Major Industries that are projected to have the largest percent employment increases are the Other Services, Leisure and Hospitality, and Construction sectors, which are projected to grow 3.0 percent, 2.4 percent, and 2.1 percent, respectively.

The occupational groups expected to increase the most are Personal Care and Service Occupations, up 3,664 jobs, Food Preparation and Serving Related, up 3,592 jobs, Transportation and Materials Moving Occupations, up 2,367 jobs, and Healthcare Practitioners and Technical, up 2,308 jobs, according to the analysis.  The three major occupational groups projected to decline over the two-year period are Office and Administrative Support, down 1,736 jobs, Sales and Related, down 979, and Production Occupations, down 160 jobs.

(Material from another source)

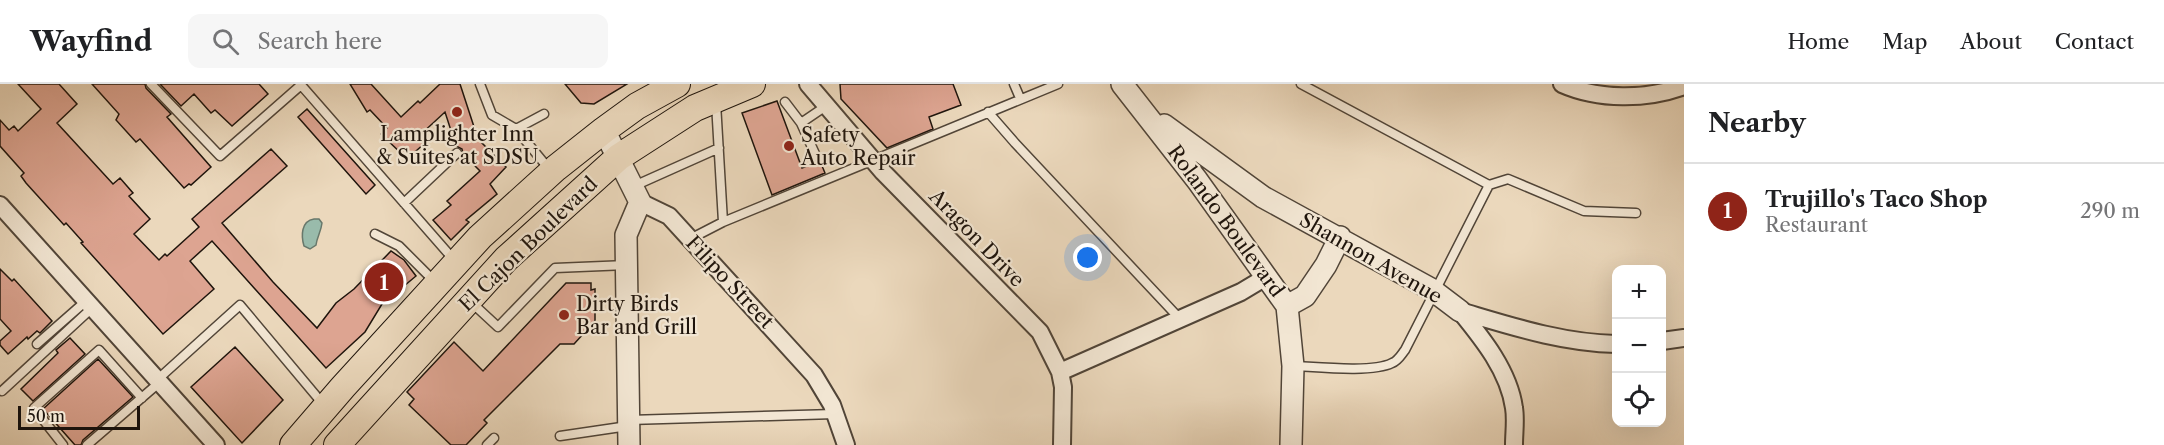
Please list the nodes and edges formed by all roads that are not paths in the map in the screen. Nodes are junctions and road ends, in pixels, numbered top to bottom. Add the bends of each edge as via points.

“Connecticut’s short-term projections show that Connecticut’s slow employment growth over the recent few years is likely to continue, and sectors will continue to shift. Manufacturing is picking up while Education expected to slow. Connecticut is also part of a national trend which sees increases in warehousing and transportation while retail is under pressure,” the analysis points out. “Our best judgment is that the rapid growth seen in early 2018 will moderate but that growth will continue through the end of the projections period.”

CT Has 3rd Highest Catholic Population; 4th Most Jewish Among the States

Connecticut is the third most Catholic state in America, ranking just behind Rhode Island and New Jersey, in a national analysis by the Gallup organization.  Twenty-three percent of all Americans identify as Catholics, but there is wide variation in Catholic representation across states -- ranging from 44 percent in Rhode Island, the most Catholic state in the nation, to 6 percent in Alabama.  Connecticut is at 38 percent.  Other states with above-average Catholic representation include New York and New Hampshire, and then several more geographically dispersed states including New Mexico, Illinois, California and Wisconsin. One of the most significant trends in American religion in recent years, according to Gallup, has been the increase in the percentage of Americans who have no formal religious identity, rising from 15% in 2008 to 21% in 2017. These so-called "nones" are most prevalent in the two most Western states of the U.S., Hawaii and Alaska, and also constitute relatively high proportions of the population in a number of other Western and New England states: Washington, Vermont, Oregon, Maine, Colorado, New Hampshire and California.

Overall, the Gallup analysis found that Americans continue to be geographically segregated by religion. Protestants dominate in the South, while Catholics are most common in the Northeast and mid-Atlantic, with some representation in the Midwest. Two smaller religious groups are also geographically concentrated: Mormons are a major population factor in Utah and Idaho, and Jews tend to be disproportionately located on the East Coast, the review of religion in America found.

About half of Americans (48%) identify as Protestants or other Christians who are not Catholic or Mormon. Protestants have long been a fixture of the Southern Bible Belt and that trend continued in 2017.

Connecticut has the fourth largest Jewish population, at four percent.  Only New York (8%), New Jersey (6%) and Massachusetts (5%) have larger Jewish populations.  Nationwide, Americans who identify their religion as Jewish are a small percentage of the U.S. adult population -- about 2% according to Gallup's review of 2017 data.

In a similar survey in 2004, Gallup ranked Connecticut as having the fourth highest Catholic population, at 46 percent, behind Rhode Island, Massachusetts and New Jersey.  At that time, the state's Jewish population was the sixth highest percentage among the states, at three percent.